_WORK ORDER_: Each line that contains "halo" needs to be copied from the listing.
....................
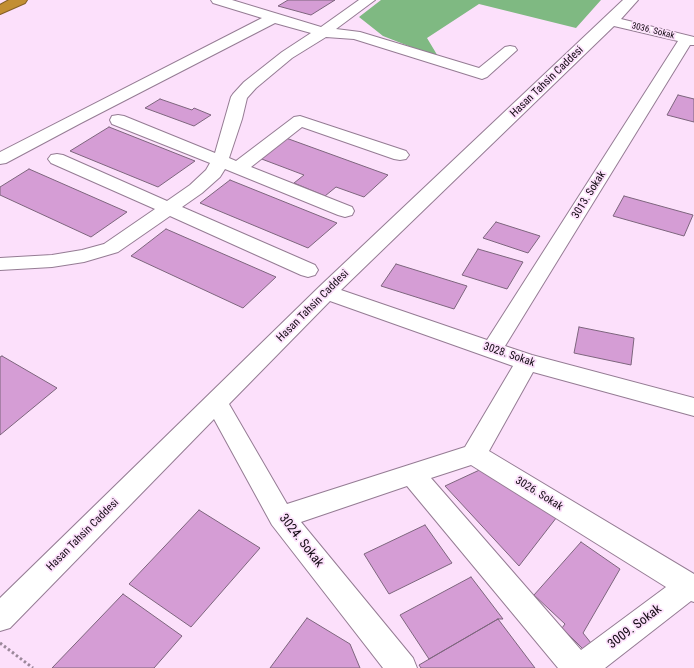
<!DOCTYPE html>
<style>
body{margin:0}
canvas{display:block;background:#fce0fb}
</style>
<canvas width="694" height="668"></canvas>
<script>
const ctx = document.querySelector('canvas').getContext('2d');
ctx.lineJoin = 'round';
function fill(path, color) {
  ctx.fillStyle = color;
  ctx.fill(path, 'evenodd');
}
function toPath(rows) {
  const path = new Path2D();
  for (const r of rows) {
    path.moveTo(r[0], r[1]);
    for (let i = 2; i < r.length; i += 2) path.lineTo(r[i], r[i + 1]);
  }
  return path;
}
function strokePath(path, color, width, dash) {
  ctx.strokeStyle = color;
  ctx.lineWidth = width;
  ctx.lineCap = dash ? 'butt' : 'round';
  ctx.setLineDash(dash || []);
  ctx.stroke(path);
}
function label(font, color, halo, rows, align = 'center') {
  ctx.font = font + ' "Roboto Condensed",sans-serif';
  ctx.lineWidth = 3.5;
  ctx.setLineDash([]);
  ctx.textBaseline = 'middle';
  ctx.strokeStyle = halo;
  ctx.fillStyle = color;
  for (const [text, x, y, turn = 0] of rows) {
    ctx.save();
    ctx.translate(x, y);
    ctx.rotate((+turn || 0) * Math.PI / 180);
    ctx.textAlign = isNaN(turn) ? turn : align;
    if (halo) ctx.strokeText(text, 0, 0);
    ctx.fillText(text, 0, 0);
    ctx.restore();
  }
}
fill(toPath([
 [381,0,601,0,576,28,479,4,427,38,439,58,383,36,359,17]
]), '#7fb982');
const building = toPath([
 [288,0,335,0,311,15,278,6,288,0],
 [678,95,694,99,694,122,667,115,678,95],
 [160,99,192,110,194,108,211,115,194,126,145,108,160,99],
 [109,127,195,161,158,187,70,151,109,127],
 [286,138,388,175,364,197,336,187,325,196,294,183,304,175,259,158,286,138],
 [29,169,127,212,91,237,0,195,0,187,29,169],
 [230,180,337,223,308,248,200,203,230,180],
 [624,196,693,215,684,236,613,216,624,196],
 [496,222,540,236,528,253,483,238,496,222],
 [166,229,276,277,243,308,131,256,166,229],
 [478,249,523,262,507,289,462,275,478,249],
 [396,264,467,286,454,309,381,286,396,264],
 [579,327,634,338,631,365,574,353,579,327],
 [2,356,57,388,0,435,0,357,2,356],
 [486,467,560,513,519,566,445,486,486,467],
 [199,510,260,548,191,627,129,584,199,510],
 [425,525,452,563,389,594,364,554,425,525],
 [581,542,620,569,583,633,595,648,588,654,562,628,565,624,534,595,581,542],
 [471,577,503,619,498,619,429,659,400,615,471,577],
 [123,594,182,636,154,668,52,668,123,594],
 [307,618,350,644,360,668,270,668,307,618],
 [498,619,535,668,421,668,419,665,498,619]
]);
fill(building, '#d59dd5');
strokePath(building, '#7d657d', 1);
const minor = toPath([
 [211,0,232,0,321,27,359,0,375,0,336,29,360,32,479,68,505,47,510,46,515,47,517,50,487,77,482,79,354,39,326,37,292,58,256,88,247,98,242,119,229,158,236,161,294,117,300,116,406,151,409,155,406,159,400,160,394,159,302,127,251,167,352,207,354,211,352,215,345,217,338,215,225,169,220,177,202,193,182,207,315,265,318,270,315,275,308,277,301,275,170,216,118,252,84,262,52,267,0,270,0,258,52,255,82,250,104,244,155,209,51,163,48,159,51,155,57,154,63,155,167,201,190,185,206,170,210,163,112,124,110,120,112,116,118,115,124,116,215,153,231,97,233,94,244,82,282,52,311,33,275,23,81,123,6,163,0,164,0,152,262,18,213,3,211,0],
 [623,0,638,0,621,19,694,37,694,45,690,45,505,346,532,355,694,398,694,416,533,372,489,451,694,574,694,602,691,601,605,668,558,668,407,486,301,522,413,658,417,668,383,668,272,525,214,419,10,628,0,631,0,598,319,287,623,0],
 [614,26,678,41,487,340,341,290,614,26],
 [330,301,513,366,465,447,287,504,229,404,330,301],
 [471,465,666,587,581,650,431,478,471,465]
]);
const highway = toPath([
 [9,0,27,0,25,3,0,14,0,5,9,0]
]);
strokePath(minor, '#957c94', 2);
strokePath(highway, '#845f27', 2);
strokePath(toPath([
 [0,643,33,668]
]), '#9b879a', 3, [2.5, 2.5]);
fill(minor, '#fff');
fill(highway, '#c28e33');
label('9px', '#120912', '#fce0fb', [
 ["3036. Sokak",653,31,14]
]);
label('11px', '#120912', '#fce0fb', [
 ["Hasan Tahsin Caddesi",547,82,-44],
 ["3013. Sokak",589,195,-58],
 ["Hasan Tahsin Caddesi",313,306,-45],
 ["3028. Sokak",509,355,19],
 ["3026. Sokak",539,494,32],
 ["Hasan Tahsin Caddesi",83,535,-45]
]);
label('13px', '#120912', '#fce0fb', [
 ["3024. Sokak",301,541,52],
 ["3009. Sokak",635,627,-37]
]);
</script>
....................
_PROBLEM SOLUTION_:
function label(font, color, halo, rows, align = 'center') {
  ctx.strokeStyle = halo;
    if (halo) ctx.strokeText(text, 0, 0);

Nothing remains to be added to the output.